Outre les « big wall » et en particulier El Cap qu’il connaît comme sa poche, Caldwell a aussi fait la première traversée du Fitz Roy en Patagonie avec Alex Honnold. Honnold n’avait alors pratiquement jamais mis de crampons, et Caldwell à peine plus. Pourtant grâce à leur rapidité, ils bouclent la chose en cinq jours, le temps d’un créneau de météo favorable, entre deux perturbations. Ce que personne, pas même les alpinistes les plus aguerris, n’était parvenu à faire. Il étaient partis avec deux sacs à dos de 25 et 35 litres… Savant calcul ou bien pure inconscience et coup de bol ? Si Honnold semble être effectivement du genre casse-cou et tête brûlée, en revanche Caldwell est très calculateur dans ses projets et ne laisse rien au hasard. Encore que, Honnold était parti avec une paire de crampons inadéquate, c’est une autre cordée qui lui en passera une. Crampons d’alu et chaussures d’approche non cramponnable... Ils ont obtenu le Piolet d’Or pour ça… Donc si, un peu alpiniste quand même, Caldwell.

Et puis, il y a le « Dawn Wall » ; projet dans lequel Caldwell s’est lancé à corps perdu après son divorce. Sept années à chercher une voie, un chemin dans une paroi de granit lisse haute de 900 m. Sachant que certaines prises ne sont pas plus grosses qu’un grain de beauté, on imagine le travail… Et puis une voie la voie trouvée, il a fallu la « libérer », la grimper en libre morceau par morceau. Et enfin, cerise sur le gâteau, enchaîner les morceaux dans l’ordre. C’est ce qu’il a fait avec Kevin Jorgeson, entre fin décembre 2014 et janvier 2015. 19 jours en paroi. Deux longueurs en traversée en 9a (ou peut-être seulement 8c+ !!).

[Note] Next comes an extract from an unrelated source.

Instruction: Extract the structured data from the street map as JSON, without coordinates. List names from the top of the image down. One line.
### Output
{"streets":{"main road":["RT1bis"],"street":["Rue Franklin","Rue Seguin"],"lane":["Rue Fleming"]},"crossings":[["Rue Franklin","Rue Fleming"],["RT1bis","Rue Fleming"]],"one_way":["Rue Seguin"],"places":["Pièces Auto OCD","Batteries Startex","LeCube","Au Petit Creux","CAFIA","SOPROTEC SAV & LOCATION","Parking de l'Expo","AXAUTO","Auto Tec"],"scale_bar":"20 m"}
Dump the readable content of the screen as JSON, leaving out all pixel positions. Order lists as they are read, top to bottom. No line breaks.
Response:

« La découverte d’un gratton de la taille d’un grain de beauté et d’une fissure microscopique m’avait tellement ragaillardi que je savais désormais quelle direction suivre au cours de l’année à venir. » (p. 394).

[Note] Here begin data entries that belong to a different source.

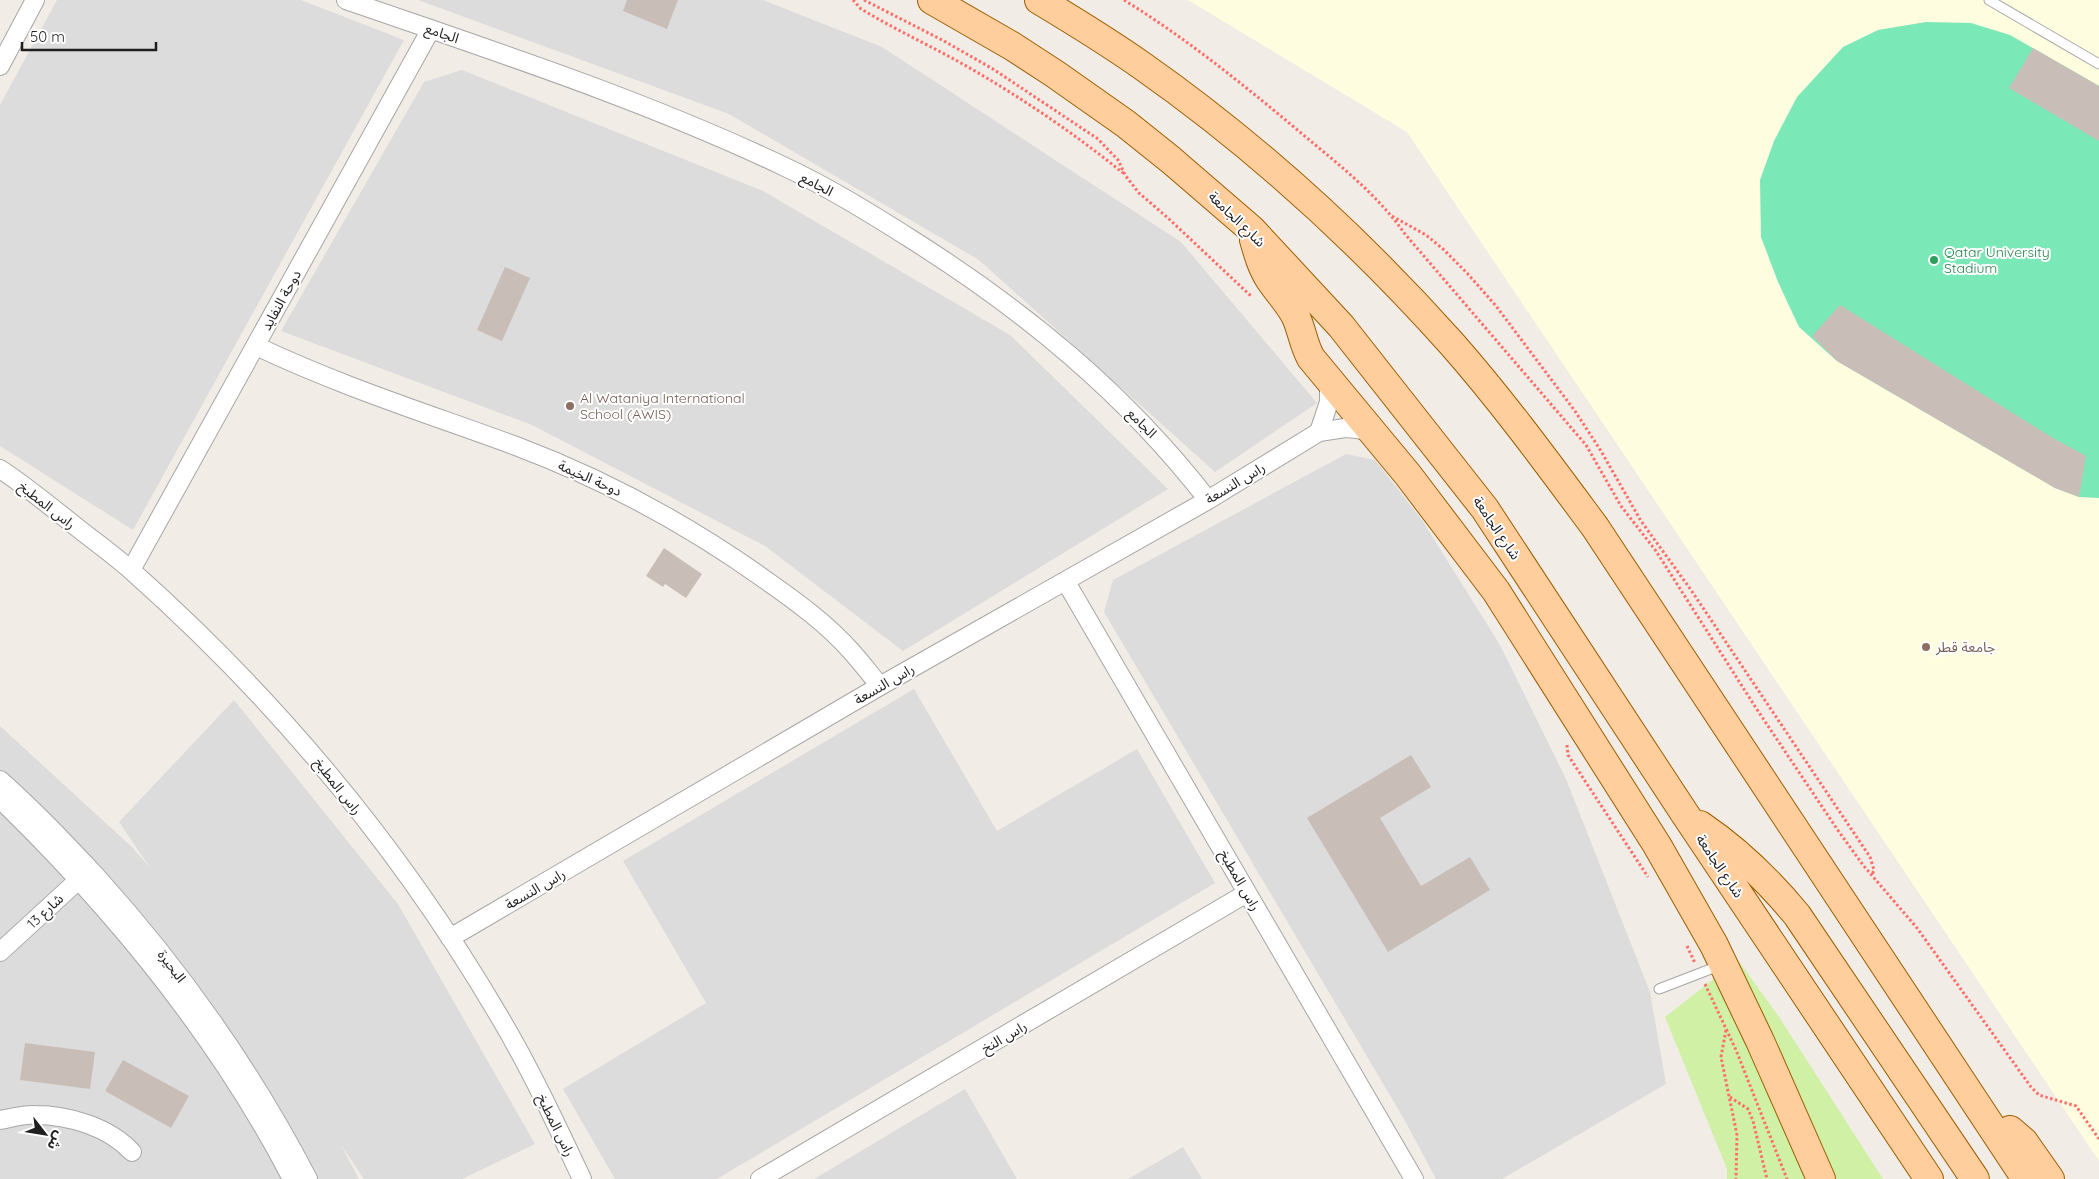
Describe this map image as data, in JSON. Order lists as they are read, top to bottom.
{
  "streets": {
    "main road": ["شارع الجامعة"],
    "street": [
      "الجامع",
      "دوحة النفايد",
      "دوحة الخيمة",
      "راس النسعة",
      "راس المطبخ",
      "شارع 13",
      "البحيرة",
      "راس النخ"
    ]
  },
  "crossings": [
    ["الجامع", "دوحة النفايد"],
    ["الجامع", "راس النسعة"],
    ["دوحة النفايد", "دوحة الخيمة"],
    ["دوحة النفايد", "راس المطبخ"],
    ["دوحة الخيمة", "راس النسعة"],
    ["راس النسعة", "راس المطبخ"],
    ["راس المطبخ", "راس النخ"],
    ["شارع 13", "البحيرة"]
  ],
  "places": ["Qatar University Stadium", "Al Wataniya International School (AWIS)", "جامعة قطر"],
  "scale_bar": "50 m",
  "north": "bottom right"
}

Ce genre d’exploit ne me fait pas forcément rêver, je vois ça au même titre qu’un gymnaste ou un coureur de 100 m qui va s’entraîner pour effectuer la figure parfaite ou grappiller des pouillèmes de secondes, ce qui n’enlève rien à la performance, ceci étant. Mais comme je grimpouille un peu, cela me touche quand même un peu plus, d’autant que je comprends (un peu) le travail nécessaire pour en arriver là. Les récits d’alpinisme à la Ueli Steck, par exemple, me transportent finalement un peu plus... Peut-être que la composition avec les éléments et la nature y est moins artificielle ?

El Capitan, versant est
Le Dawn Wall doit se trouver quelque part dans cette face.

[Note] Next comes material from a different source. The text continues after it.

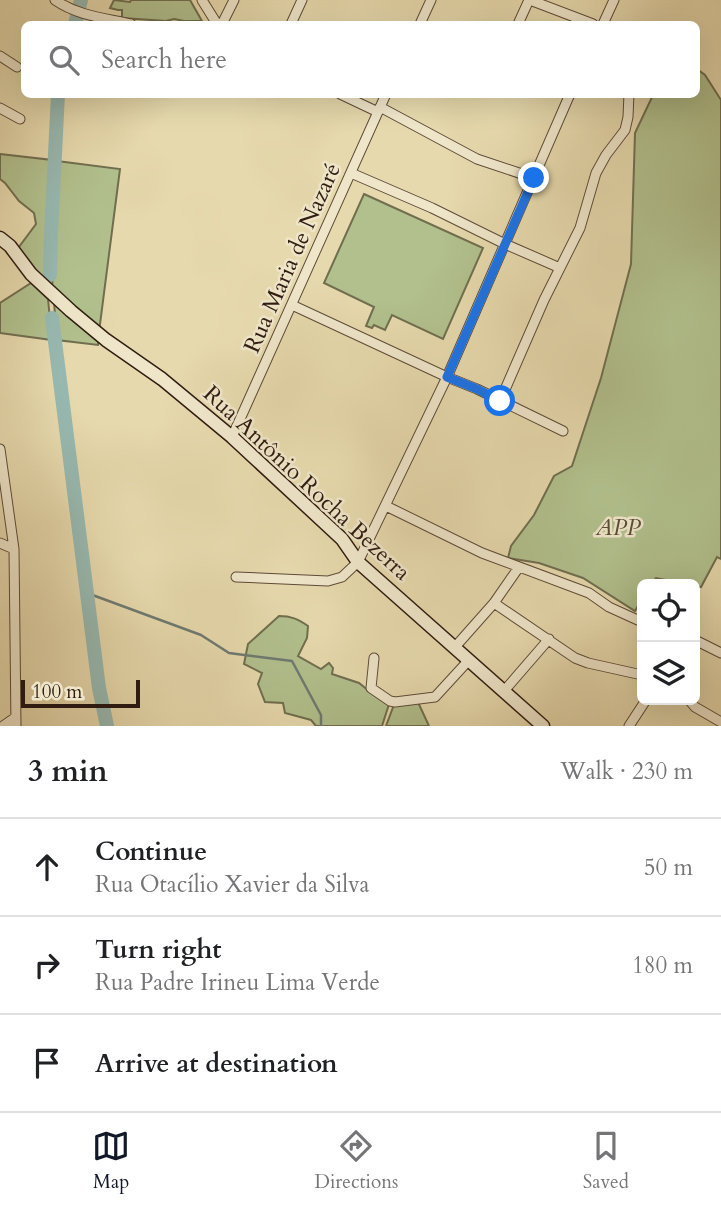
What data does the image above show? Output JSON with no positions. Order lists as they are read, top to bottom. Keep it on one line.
{"streets":{"street":["Rua Maria de Nazaré","Rua Antônio Rocha Bezerra"]},"crossings":[["Rua Maria de Nazaré","Rua Antônio Rocha Bezerra"]],"parks":["APP"],"scale_bar":"100 m","page":{"search":"Search here","scale":"100 m","heading":["3 min","Walk · 230 m"],"list":[["Continue","Rua Otacílio Xavier da Silva","50 m"],["Turn right","Rua Padre Irineu Lima Verde","180 m"],"Arrive at destination"],"nav":["Map","Directions","Saved"]}}
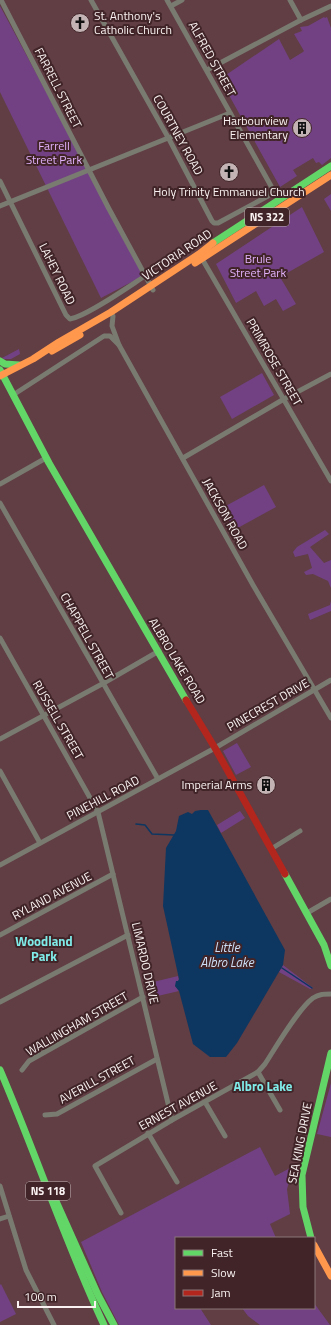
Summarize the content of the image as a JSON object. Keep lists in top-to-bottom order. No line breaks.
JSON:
{"streets":{"main road":["NS 322","VICTORIA ROAD","ALBRO LAKE ROAD","SEA KING DRIVE","NS 118"],"street":["ALFRED STREET","FARRELL STREET","COURTNEY ROAD","LAHEY ROAD","PRIMROSE STREET","JACKSON ROAD","CHAPPELL STREET","PINECREST DRIVE","RUSSELL STREET","PINEHILL ROAD","RYLAND AVENUE","LIMARDO DRIVE","WALLINGHAM STREET","AVERILL STREET","ERNEST AVENUE"]},"crossings":[["ALFRED STREET","COURTNEY ROAD"],["FARRELL STREET","VICTORIA ROAD"],["FARRELL STREET","LAHEY ROAD"],["VICTORIA ROAD","PRIMROSE STREET"],["VICTORIA ROAD","JACKSON ROAD"],["VICTORIA ROAD","ALBRO LAKE ROAD"],["JACKSON ROAD","PINECREST DRIVE"],["CHAPPELL STREET","PINEHILL ROAD"],["ALBRO LAKE ROAD","PINECREST DRIVE"],["ALBRO LAKE ROAD","PINEHILL ROAD"],["PINECREST DRIVE","PINEHILL ROAD"],["RUSSELL STREET","PINEHILL ROAD"],["RUSSELL STREET","LIMARDO DRIVE"],["PINEHILL ROAD","LIMARDO DRIVE"],["RYLAND AVENUE","LIMARDO DRIVE"],["LIMARDO DRIVE","WALLINGHAM STREET"],["LIMARDO DRIVE","AVERILL STREET"],["LIMARDO DRIVE","ERNEST AVENUE"]],"districts":["Woodland Park","Albro Lake"],"water":["Little Albro Lake"],"parks":["Farrell Street Park","Brule Street Park"],"places":{"church":["St. Anthony's Catholic Church","Holy Trinity Emmanuel Church"],"building":["Harbourview Elementary","Imperial Arms"]},"legend":["Fast","Slow","Jam"],"scale_bar":"100 m"}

Bon, ils utilisent de la magnésie, notamment pour marquer les prises. « Il s’arrêtait et, suspendu à la corde, il examinait les prises. Avec un peu de magnésie, il marquait les bosses qui allaient lui servir à réaliser sa séquence de mouvements. » (p. 323). Rien de dramatique, mais quand les meilleurs font ça, après tout le monde le fait ! À Bleau, on trouve des traits de magnésie partout même sur les blocs les plus faciles, ce qui pose un problème non seulement éthique, mais sur la pérennité de l’escalade… À quand le Dawn Wall sans magnésie ?

Deux ans plus tard, Adam Ondra, qui n’avait jamais fait de big wall, ni de nuit en portaledge, et dont la spécialité n’était pas forcément les murs de granit tout lisses, répéte la voie en une semaine. Caldwell, Ondra, on est dans la cours des grands.

Un chouette bouquin, donc, qui devrait ravir les amateurs de grimpe mais aussi ceux de montagne en général. Peut-être que les non-amateurs de ces choses de verticalités et d’altitudes y trouveront également leur compte dans le récit de ces aventures hors-norme. C’est bien écrit, bien rythmé, le pavé s’avale sans douleur, et même avec un grand plaisir. Caldwell ne l’a pas écrit tout seul, il a su s’entourer des bonnes personnes pour mettre en mots ce récit d’une vie. Qui continue, heureusement.